→ **Exercise goal**: Please return all lines of the data below containing the string "street".

→ **Records for the task**:
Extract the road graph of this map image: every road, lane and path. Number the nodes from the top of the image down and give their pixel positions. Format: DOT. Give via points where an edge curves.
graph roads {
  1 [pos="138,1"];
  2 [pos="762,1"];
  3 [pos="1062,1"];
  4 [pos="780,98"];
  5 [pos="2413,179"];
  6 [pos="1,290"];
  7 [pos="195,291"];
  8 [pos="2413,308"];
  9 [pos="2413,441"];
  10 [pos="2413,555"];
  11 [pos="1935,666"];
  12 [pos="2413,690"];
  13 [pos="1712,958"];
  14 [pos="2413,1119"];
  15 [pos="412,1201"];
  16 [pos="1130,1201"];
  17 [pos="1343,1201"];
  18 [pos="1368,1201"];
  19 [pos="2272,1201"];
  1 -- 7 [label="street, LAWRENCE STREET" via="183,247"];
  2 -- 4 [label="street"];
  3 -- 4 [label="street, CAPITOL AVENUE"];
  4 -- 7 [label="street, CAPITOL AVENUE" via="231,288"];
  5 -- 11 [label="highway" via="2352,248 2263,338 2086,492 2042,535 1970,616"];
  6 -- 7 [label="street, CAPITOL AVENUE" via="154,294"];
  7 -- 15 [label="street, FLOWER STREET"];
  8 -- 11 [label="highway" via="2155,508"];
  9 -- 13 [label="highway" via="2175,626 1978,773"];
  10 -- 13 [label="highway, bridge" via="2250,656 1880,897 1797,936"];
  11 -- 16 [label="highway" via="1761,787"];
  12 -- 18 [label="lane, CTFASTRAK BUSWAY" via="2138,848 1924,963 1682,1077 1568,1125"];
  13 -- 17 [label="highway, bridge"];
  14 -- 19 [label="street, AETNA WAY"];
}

→ **Result of the task**:
  1 -- 7 [label="street, LAWRENCE STREET" via="183,247"];
  2 -- 4 [label="street"];
  3 -- 4 [label="street, CAPITOL AVENUE"];
  4 -- 7 [label="street, CAPITOL AVENUE" via="231,288"];
  6 -- 7 [label="street, CAPITOL AVENUE" via="154,294"];
  7 -- 15 [label="street, FLOWER STREET"];
  14 -- 19 [label="street, AETNA WAY"];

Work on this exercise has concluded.